Determinado Estado, localizado na Região Norte do país, instituiu, mediante lei específica, a contribuição para o custeio do serviço de iluminação pública. Nessa linha, com base na competência tributária prevista nas normas constitucionais em vigor, tal contribuição instituída pelo respectivo estado-membro da Federação é
- A)constitucional, sendo possível sua cobrança com base nas regras constitucionais em vigor.
Errada, porque a Constituição não atribui ao Estado a competência para instituir a COSIP.
- B)inconstitucional, por ser o referido tributo de competência tributária da União Federal.
Errada, porque a contribuição de iluminação pública não é de competência da União, e sim do Distrito Federal e dos Municípios.
- C)inconstitucional, por ser o referido tributo de competência do Distrito Federal e dos Municípios.
Certa, pois o art. 149-A da Constituição reserva a instituição da COSIP ao Distrito Federal e aos Municípios.
- D)inconstitucional, visto que somente lei complementar poderá instituir o referido tributo.
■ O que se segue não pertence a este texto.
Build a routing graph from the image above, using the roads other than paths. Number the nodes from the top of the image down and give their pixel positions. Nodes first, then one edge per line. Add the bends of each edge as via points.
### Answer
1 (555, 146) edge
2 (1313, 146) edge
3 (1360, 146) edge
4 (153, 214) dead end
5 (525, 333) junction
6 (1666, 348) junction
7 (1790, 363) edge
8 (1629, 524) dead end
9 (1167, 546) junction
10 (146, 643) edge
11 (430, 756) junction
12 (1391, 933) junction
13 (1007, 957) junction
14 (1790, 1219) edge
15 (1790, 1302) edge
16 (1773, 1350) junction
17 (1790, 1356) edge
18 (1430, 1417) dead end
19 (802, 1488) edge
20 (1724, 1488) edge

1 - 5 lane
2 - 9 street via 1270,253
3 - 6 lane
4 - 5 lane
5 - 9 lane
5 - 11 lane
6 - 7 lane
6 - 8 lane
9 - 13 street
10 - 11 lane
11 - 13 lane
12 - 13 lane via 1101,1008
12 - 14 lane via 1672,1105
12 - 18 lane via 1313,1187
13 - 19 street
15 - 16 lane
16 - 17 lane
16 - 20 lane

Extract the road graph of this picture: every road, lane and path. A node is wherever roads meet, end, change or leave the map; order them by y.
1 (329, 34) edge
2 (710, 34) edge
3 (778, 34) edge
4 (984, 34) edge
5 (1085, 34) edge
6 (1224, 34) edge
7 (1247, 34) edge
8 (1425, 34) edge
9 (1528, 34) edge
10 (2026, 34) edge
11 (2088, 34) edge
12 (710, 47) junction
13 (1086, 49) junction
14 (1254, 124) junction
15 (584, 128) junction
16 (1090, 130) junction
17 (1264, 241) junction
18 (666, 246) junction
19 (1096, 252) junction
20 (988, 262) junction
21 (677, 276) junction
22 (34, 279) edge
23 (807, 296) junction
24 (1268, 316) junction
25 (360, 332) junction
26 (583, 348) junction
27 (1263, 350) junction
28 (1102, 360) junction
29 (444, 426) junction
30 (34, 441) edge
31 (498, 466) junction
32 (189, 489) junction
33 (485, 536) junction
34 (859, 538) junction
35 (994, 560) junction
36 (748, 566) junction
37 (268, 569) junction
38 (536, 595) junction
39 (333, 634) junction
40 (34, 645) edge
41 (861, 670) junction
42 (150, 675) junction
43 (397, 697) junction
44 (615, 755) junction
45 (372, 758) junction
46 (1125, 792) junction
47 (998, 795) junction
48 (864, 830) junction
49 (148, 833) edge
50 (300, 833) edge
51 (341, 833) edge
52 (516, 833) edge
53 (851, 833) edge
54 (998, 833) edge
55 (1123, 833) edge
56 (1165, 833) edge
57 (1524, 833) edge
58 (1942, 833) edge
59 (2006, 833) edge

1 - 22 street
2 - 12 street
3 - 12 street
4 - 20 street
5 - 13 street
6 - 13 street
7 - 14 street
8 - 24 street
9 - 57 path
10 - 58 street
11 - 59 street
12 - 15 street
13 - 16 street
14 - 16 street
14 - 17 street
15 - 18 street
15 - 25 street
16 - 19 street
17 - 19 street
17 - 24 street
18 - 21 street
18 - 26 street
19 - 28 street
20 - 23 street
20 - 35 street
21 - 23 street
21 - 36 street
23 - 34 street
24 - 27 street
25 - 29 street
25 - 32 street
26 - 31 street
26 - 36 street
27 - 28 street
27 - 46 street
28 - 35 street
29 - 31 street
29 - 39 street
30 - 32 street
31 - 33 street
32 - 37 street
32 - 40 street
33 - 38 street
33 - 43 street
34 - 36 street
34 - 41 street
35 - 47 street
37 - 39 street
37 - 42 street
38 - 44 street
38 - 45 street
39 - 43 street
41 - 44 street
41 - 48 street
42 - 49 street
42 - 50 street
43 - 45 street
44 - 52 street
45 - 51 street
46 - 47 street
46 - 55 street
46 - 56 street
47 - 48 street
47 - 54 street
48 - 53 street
Errada, porque a inconstitucionalidade decorre da incompetência do Estado, e não da necessidade de lei complementar.
Gabarito: C
A contribuição para o custeio do serviço de iluminação pública, conhecida como COSIP, foi criada pela Emenda Constitucional 39/2002 e está prevista no art. 149-A da Constituição. O ponto-chave da questão é simples: a Constituição entregou essa competência ao Distrito Federal e aos Municípios, e não aos Estados. Isso significa que, se um Estado-membro cria a COSIP por lei própria, ele invade competência tributária alheia. Em matéria tributária, competência é coisa séria: cada ente só pode tributar dentro da faixa que a Constituição reservou para ele. Não dá para um Estado “pegar carona” nessa contribuição, por mais útil que pareça financiar a iluminação das ruas. Além disso, o art. 149-A é bem direto ao dizer que o tributo pode ser instituído para custeio do serviço de iluminação pública, “no âmbito do Distrito Federal e dos Municípios”. A literalidade da norma já resolve a questão. A jurisprudência do STF também trata a COSIP como contribuição constitucionalmente vinculada a esses entes, não aos Estados. Por isso, a lei estadual é inconstitucional. O erro da questão é testar se você lembra que iluminação pública não é tema de competência estadual, mas de DF e Municípios, dentro da regra específica do art. 149-A da Constituição.